To be short, he is that flowing and most plenteous fountain, of whose fulness all we have received (John 1:16). For in him alone are all the treasures of the wisdom and knowledge of God hidden (Colossians 2:3). And in him, and by him, we have from God the Father all good things, whether of the body or the soul (Romans 8:32). O how much are we bound to this our heavenly Father for his great mercies, which he has so plenteously declared to us in Christ Jesus our Lord and Saviour! What worthy and sufficient thanks can we give to him? Let us all with one accord burst out with joyful voice, ever praising and magnifying this Lord of mercy, for his tender kindness shown to us in his dearly beloved Son, Jesus Christ our Lord.

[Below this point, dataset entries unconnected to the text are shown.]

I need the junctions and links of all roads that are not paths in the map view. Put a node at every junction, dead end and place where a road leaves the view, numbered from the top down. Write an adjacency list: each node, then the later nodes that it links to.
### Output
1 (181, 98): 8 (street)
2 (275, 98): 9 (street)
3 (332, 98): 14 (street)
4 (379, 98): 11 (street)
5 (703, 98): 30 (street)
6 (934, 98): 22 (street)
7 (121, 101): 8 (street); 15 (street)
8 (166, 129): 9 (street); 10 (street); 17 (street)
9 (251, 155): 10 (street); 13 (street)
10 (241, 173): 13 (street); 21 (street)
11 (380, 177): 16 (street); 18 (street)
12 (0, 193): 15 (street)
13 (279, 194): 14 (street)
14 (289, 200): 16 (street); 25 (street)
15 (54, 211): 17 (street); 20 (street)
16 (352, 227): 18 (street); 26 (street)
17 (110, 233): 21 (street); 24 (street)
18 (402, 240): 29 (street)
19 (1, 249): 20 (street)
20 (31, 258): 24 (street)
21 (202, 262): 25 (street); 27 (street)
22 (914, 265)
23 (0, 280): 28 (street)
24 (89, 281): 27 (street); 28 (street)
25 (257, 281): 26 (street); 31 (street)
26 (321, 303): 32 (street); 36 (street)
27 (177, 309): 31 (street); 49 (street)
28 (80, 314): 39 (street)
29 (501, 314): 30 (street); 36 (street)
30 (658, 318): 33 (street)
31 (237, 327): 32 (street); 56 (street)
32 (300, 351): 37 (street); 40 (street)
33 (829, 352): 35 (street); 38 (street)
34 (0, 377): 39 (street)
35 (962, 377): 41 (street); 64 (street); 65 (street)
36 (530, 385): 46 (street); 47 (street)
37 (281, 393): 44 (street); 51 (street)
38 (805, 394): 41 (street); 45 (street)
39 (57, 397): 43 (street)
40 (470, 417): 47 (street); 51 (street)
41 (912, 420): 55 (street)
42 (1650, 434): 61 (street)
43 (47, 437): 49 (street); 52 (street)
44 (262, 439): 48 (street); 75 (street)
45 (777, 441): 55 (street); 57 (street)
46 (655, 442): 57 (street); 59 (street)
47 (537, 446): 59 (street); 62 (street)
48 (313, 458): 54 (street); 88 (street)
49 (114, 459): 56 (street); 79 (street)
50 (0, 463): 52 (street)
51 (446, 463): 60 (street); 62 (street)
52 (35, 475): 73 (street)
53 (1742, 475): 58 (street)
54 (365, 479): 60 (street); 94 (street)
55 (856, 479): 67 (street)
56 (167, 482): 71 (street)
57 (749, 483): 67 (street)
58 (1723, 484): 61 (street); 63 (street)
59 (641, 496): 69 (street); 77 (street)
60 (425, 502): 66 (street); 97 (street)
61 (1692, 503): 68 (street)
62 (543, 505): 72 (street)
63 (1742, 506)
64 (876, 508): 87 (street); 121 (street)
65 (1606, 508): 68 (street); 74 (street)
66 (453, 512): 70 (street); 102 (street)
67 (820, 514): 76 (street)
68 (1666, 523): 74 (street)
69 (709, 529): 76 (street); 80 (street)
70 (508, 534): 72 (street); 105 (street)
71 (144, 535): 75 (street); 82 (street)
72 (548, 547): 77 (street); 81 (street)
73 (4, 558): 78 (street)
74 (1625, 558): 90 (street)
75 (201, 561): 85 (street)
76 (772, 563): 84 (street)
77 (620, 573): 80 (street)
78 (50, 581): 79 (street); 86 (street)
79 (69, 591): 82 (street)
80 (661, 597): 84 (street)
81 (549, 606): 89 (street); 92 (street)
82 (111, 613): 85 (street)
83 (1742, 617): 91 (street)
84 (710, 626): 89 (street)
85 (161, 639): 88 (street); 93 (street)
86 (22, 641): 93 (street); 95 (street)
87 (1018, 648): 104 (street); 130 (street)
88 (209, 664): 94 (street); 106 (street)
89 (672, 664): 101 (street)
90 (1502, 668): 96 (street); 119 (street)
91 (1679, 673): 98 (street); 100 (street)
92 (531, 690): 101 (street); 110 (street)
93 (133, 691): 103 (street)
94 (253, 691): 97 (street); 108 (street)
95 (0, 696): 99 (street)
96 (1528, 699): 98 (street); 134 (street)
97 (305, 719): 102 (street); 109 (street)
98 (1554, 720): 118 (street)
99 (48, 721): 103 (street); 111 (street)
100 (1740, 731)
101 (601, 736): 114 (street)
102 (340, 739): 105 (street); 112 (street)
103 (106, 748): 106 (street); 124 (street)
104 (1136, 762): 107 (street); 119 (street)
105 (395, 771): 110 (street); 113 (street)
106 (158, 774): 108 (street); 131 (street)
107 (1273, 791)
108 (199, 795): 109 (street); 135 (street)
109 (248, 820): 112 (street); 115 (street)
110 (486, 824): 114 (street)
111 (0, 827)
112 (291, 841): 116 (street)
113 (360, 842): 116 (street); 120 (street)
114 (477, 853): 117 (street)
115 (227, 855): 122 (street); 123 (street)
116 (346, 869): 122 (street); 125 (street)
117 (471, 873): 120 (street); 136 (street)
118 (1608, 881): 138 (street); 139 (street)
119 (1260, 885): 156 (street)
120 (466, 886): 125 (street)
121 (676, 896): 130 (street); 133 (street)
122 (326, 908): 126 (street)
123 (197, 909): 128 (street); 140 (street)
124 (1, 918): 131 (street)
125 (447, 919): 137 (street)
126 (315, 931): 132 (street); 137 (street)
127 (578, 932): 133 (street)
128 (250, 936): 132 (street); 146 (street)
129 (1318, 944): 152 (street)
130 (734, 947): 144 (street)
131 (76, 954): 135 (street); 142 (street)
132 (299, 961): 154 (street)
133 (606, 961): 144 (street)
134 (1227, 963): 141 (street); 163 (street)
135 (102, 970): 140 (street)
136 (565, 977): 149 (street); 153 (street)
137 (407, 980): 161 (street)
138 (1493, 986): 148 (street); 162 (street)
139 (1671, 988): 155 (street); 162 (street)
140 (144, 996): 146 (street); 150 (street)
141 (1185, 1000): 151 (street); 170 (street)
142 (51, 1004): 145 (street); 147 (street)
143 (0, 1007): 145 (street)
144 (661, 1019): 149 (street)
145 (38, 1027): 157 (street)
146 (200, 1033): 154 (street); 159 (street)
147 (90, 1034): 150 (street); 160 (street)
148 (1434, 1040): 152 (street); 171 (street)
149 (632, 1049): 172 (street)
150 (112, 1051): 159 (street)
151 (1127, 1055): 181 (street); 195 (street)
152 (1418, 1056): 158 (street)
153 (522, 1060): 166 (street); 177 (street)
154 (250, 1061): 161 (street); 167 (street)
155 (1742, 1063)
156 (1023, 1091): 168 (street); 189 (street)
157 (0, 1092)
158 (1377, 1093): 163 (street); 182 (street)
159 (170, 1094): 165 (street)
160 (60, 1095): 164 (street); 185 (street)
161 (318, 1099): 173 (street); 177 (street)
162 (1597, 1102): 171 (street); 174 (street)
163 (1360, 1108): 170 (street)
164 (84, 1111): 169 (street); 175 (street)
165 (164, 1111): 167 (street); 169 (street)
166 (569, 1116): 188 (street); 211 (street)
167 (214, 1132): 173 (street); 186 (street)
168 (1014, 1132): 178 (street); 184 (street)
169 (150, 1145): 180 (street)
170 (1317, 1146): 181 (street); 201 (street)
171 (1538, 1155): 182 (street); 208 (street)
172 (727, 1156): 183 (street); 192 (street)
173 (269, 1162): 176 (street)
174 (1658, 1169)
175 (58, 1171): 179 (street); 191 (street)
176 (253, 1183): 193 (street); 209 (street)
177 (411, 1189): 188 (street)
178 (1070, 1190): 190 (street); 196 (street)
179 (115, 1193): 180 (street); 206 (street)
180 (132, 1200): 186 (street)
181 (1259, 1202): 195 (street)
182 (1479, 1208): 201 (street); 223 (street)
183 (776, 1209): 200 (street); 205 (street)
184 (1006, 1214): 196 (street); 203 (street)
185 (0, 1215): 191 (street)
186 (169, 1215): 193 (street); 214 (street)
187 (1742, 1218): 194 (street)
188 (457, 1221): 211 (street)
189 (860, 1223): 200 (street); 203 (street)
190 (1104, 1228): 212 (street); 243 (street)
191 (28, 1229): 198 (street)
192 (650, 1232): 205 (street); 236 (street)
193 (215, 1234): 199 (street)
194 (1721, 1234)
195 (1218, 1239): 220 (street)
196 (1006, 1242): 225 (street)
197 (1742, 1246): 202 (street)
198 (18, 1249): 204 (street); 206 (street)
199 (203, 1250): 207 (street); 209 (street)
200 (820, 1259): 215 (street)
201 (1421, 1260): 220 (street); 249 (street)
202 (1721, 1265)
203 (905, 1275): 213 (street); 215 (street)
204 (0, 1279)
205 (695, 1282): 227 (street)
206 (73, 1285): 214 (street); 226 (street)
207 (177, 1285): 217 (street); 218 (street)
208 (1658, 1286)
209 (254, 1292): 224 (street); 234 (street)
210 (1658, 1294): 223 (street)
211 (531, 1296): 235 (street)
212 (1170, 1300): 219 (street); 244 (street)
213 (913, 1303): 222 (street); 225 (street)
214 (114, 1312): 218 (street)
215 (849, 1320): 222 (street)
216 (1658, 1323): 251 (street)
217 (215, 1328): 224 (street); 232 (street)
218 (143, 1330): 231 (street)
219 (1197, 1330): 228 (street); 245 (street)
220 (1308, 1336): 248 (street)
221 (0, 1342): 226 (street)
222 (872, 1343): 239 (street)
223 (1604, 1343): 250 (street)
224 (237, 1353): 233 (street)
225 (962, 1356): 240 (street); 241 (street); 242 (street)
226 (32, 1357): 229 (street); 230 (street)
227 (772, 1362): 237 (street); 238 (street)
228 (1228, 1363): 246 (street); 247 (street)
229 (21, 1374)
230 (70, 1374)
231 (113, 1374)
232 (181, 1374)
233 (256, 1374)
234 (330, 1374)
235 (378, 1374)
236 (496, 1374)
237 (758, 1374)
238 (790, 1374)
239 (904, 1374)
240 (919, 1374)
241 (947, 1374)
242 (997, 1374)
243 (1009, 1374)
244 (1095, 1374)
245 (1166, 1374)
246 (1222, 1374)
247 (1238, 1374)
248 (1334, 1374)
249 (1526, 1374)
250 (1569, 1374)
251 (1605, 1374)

So far, we have heard what we are of ourselves: truly sinful, wretched, and damnable. Again, we have heard how of ourselves, and by ourselves, we are not able either to think a good thought or work a good deed, so that we can find in ourselves no hope of salvation, but rather whatever makes for our destruction. Again, we have heard of the tender kindness and great mercy of God the Father towards us, and how beneficial he is to us for Christ’s sake, without our merits or deserts, even of his own mere mercy and tender goodness.

Now, how these exceedingly great mercies of God, spread abroad in Christ Jesus for us, are obtained, and how we are delivered from the captivity of sin, death, and hell, it shall (with God’s help) be further declared in the next Homily. In the meantime — indeed, at all times — let us learn to know ourselves, our frailty and weakness, without any ostentation or boasting of our own good deeds and merits. Let us also acknowledge the exceeding mercy of God towards us, and confess that just as from ourselves comes all evil and damnation, so likewise of him comes all goodness and salvation, as God himself says by the Prophet Hosea, “O Israel, you are destroyed, in me only is your help and comfort” (Hosea 13:9).

If we thus humbly submit ourselves in the sight of God, we may be sure that on the day of judgment he will lift us up to the kingdom of his dearly beloved Son, Christ Jesus our Lord — to whom, with the Father, and the Holy Spirit, be all honour and glory for ever.  Amen.